Przed ogladnieciem filmu przeczytalam komentarze ponizej... Kazdy byl negatywny, ale mimo tego chcialam ogladnac ten film i napisac w tym komentarzu, ze reszta sie myli, bo film jest ciekawy... Ale niestety nie moge tego napisac, bo byloby to okropne klamstwo... Film mimo dobrej obsadzie (Nicholas Cage, LeeLee Sobieski, Diane Delano) jest fatalny ! Nudny... Monotonny. W wielu momentach nawet przewidywalny... Stwierdzenie, ze jest to horror, jest sprzeczne z rzeczywistoscia, bo hmm... nazwalabym raczej ten film dramatem... Zal mi najbardziej Nicholasa, ze zbrudzil swoja kariere takim filmem...

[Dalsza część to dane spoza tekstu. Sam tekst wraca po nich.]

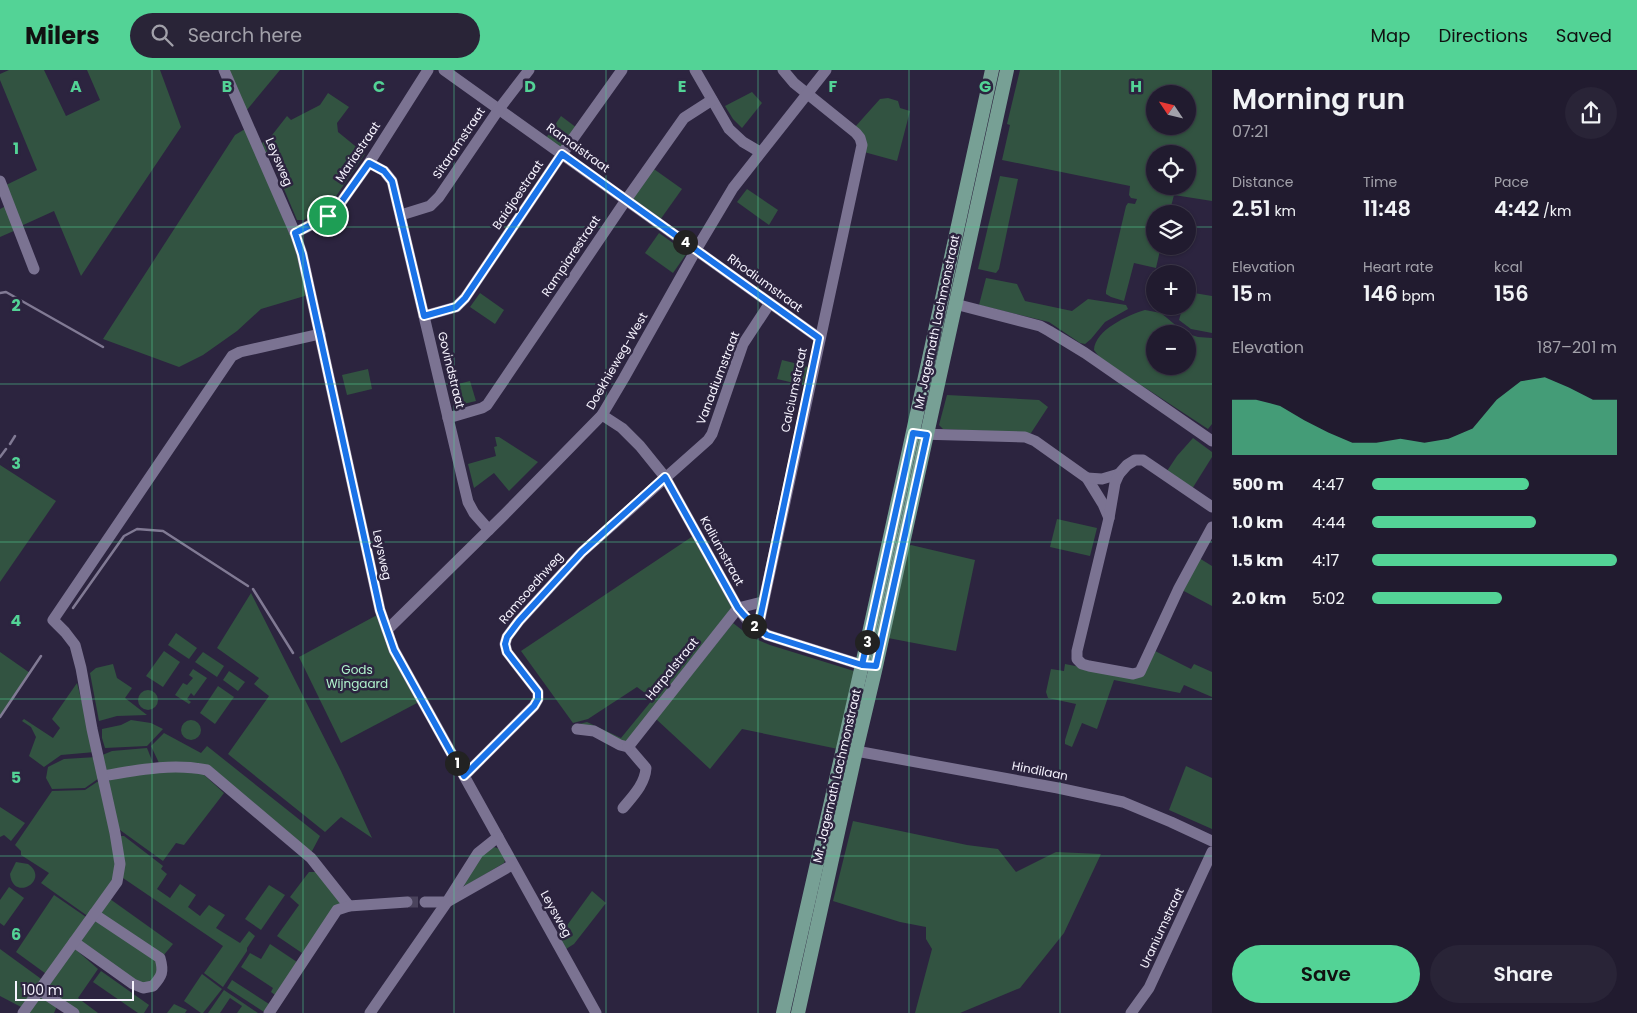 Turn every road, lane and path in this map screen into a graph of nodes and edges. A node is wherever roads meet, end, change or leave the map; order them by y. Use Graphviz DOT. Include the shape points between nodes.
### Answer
graph roads {
  1 [pos="224,70"];
  2 [pos="428,70"];
  3 [pos="444,70"];
  4 [pos="528,70"];
  5 [pos="622,70"];
  6 [pos="695,70"];
  7 [pos="783,70"];
  8 [pos="826,70"];
  9 [pos="992,70"];
  10 [pos="1007,70"];
  11 [pos="807,94"];
  12 [pos="712,100"];
  13 [pos="499,109"];
  14 [pos="760,152"];
  15 [pos="562,154"];
  16 [pos="369,163"];
  17 [pos="0,181"];
  18 [pos="973,192"];
  19 [pos="626,200"];
  20 [pos="401,215"];
  21 [pos="295,233"];
  22 [pos="696,250"];
  23 [pos="34,269"];
  24 [pos="952,298"];
  25 [pos="770,303"];
  26 [pos="424,316"];
  27 [pos="320,334"];
  28 [pos="819,338"];
  29 [pos="602,416"];
  30 [pos="448,418"];
  31 [pos="920,434"];
  32 [pos="1212,441"];
  33 [pos="1119,474"];
  34 [pos="665,477"];
  35 [pos="1087,478"];
  36 [pos="1212,507"];
  37 [pos="1109,518"];
  38 [pos="1212,527"];
  39 [pos="489,530"];
  40 [pos="762,602"];
  41 [pos="738,608"];
  42 [pos="758,628"];
  43 [pos="388,630"];
  44 [pos="869,666"];
  45 [pos="577,729"];
  46 [pos="628,747"];
  47 [pos="856,751"];
  48 [pos="103,776"];
  49 [pos="464,776"];
  50 [pos="623,808"];
  51 [pos="498,837"];
  52 [pos="1212,841"];
  53 [pos="1212,852"];
  54 [pos="512,864"];
  55 [pos="407,902"];
  56 [pos="425,902"];
  57 [pos="447,902"];
  58 [pos="349,906"];
  59 [pos="94,914"];
  60 [pos="74,942"];
  61 [pos="39,990"];
  62 [pos="58,1009"];
  63 [pos="23,1013"];
  64 [pos="74,1013"];
  65 [pos="269,1013"];
  66 [pos="370,1013"];
  67 [pos="596,1013"];
  68 [pos="783,1013"];
  69 [pos="798,1013"];
  70 [pos="1131,1013"];
  1 -- 21 [label="street, Leysweg"];
  2 -- 16 [label="street, Mariastraat"];
  3 -- 13 [label="street, Ramaistraat"];
  4 -- 13 [label="street, Sitaramstraat"];
  5 -- 15 [label="street, Baidjoestraat"];
  6 -- 12 [label="street"];
  7 -- 11 [label="street, Calciumstraat"];
  8 -- 11 [label="street, Doekhieweg-West"];
  9 -- 18 [label="main road, Mr. Jagernath Lachmonstraat"];
  10 -- 18 [label="main road, Mr. Jagernath Lachmonstraat"];
  11 -- 14 [label="street, Doekhieweg-West"];
  11 -- 28 [label="street, Calciumstraat" via="856,133 862,146"];
  12 -- 14 [label="street" via="729,129"];
  12 -- 19 [label="street, Rampiarestraat" via="684,118"];
  13 -- 15 [label="street, Ramaistraat"];
  13 -- 20 [label="street, Sitaramstraat" via="435,202"];
  14 -- 22 [label="street, Doekhieweg-West" via="733,188"];
  15 -- 19 [label="street, Ramaistraat"];
  15 -- 26 [label="street, Baidjoestraat" via="465,298 456,307"];
  16 -- 20 [label="street, Govindstraat" via="392,181"];
  16 -- 21 [label="street, Mariastraat" via="337,208"];
  17 -- 23 [label="street"];
  18 -- 24 [label="main road, Mr. Jagernath Lachmonstraat"];
  19 -- 22 [label="street, Ramaistraat"];
  19 -- 30 [label="street, Rampiarestraat" via="487,405"];
  20 -- 26 [label="street, Govindstraat"];
  21 -- 27 [label="street, Leysweg"];
  22 -- 25 [label="street, Rhodiumstraat"];
  22 -- 29 [label="street, Doekhieweg-West"];
  24 -- 31 [label="main road, Mr. Jagernath Lachmonstraat"];
  24 -- 32 [label="street" via="1049,330"];
  25 -- 28 [label="street, Rhodiumstraat"];
  25 -- 34 [label="street, Vanadiumstraat" via="743,344 712,434"];
  26 -- 30 [label="street, Govindstraat"];
  27 -- 43 [label="street, Leysweg" via="380,610"];
  27 -- 48 [label="street" via="232,356 53,620 74,645 82,668"];
  28 -- 40 [label="street, Calciumstraat"];
  29 -- 34 [label="street, Kaliumstraat" via="622,428"];
  29 -- 39 [label="street, Doekhieweg-West"];
  30 -- 39 [label="street, Govindstraat" via="468,502"];
  31 -- 35 [label="street" via="1026,437"];
  31 -- 44 [label="main road, Mr. Jagernath Lachmonstraat"];
  33 -- 35 [label="street" via="1102,479"];
  33 -- 36 [label="street" via="1132,460 1143,460"];
  33 -- 37 [label="street"];
  34 -- 41 [label="street, Kaliumstraat"];
  34 -- 49 [label="street, Ramsoedhweg" via="582,552 507,637 507,652 538,692 538,699"];
  35 -- 37 [label="street"];
  37 -- 38 [label="street" via="1077,659 1088,666 1133,674 1140,672"];
  39 -- 43 [label="street, Doekhieweg-West"];
  40 -- 41 [label="street"];
  40 -- 42 [label="street, Calciumstraat"];
  41 -- 42 [label="street, Kaliumstraat"];
  41 -- 46 [label="street, Harpalstraat"];
  42 -- 44 [label="street, Kaliumstraat" via="767,635"];
  43 -- 49 [label="street, Leysweg" via="394,650"];
  44 -- 47 [label="main road, Mr. Jagernath Lachmonstraat"];
  44 -- 68 [label="main road, Mr. Jagernath Lachmonstraat"];
  45 -- 46 [label="street" via="594,731"];
  46 -- 50 [label="street" via="646,768 646,777"];
  47 -- 52 [label="street, Hindilaan" via="1123,802"];
  47 -- 69 [label="main road, Mr. Jagernath Lachmonstraat"];
  48 -- 58 [label="street" via="168,766 207,770 311,858"];
  48 -- 59 [label="street" via="120,864 117,882"];
  49 -- 51 [label="street, Leysweg"];
  51 -- 54 [label="street, Leysweg"];
  51 -- 57 [label="street" via="478,853"];
  53 -- 70 [label="street, Uraniumstraat" via="1149,988"];
  54 -- 57 [label="street"];
  54 -- 67 [label="street, Leysweg"];
  55 -- 58 [label="street"];
  56 -- 57 [label="street"];
  57 -- 66 [label="street"];
  58 -- 65 [label="street" via="337,910"];
  59 -- 60 [label="street"];
  59 -- 60 [label="street" via="160,958 163,968 160,978 153,986 144,988 133,984"];
  60 -- 61 [label="street"];
  61 -- 62 [label="street"];
  61 -- 63 [label="street"];
  62 -- 64 [label="street"];
}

To prawda. Ten film w porownaniu z oryginalem jest bardzo slaby. A co do Cage'a to moim zdaniem film "ghost rider" jeszcze bardziej "zbrudzil" jego kariere.
Mnie podobała się jedynie końcówka - nie lubie happy end'ów ;) Pozatym jak już napisaliście film był niezbyt udany tak jak i "słynny" "Ghost Rider". Najlepszym filmem w jakim zagrał Nicolas Cage (moim zdaniem) był na pewno "next". Pozatym można też zaliczyc jego role do dobrych w filmach: "Bez twarzy" czy np. "60 sekund".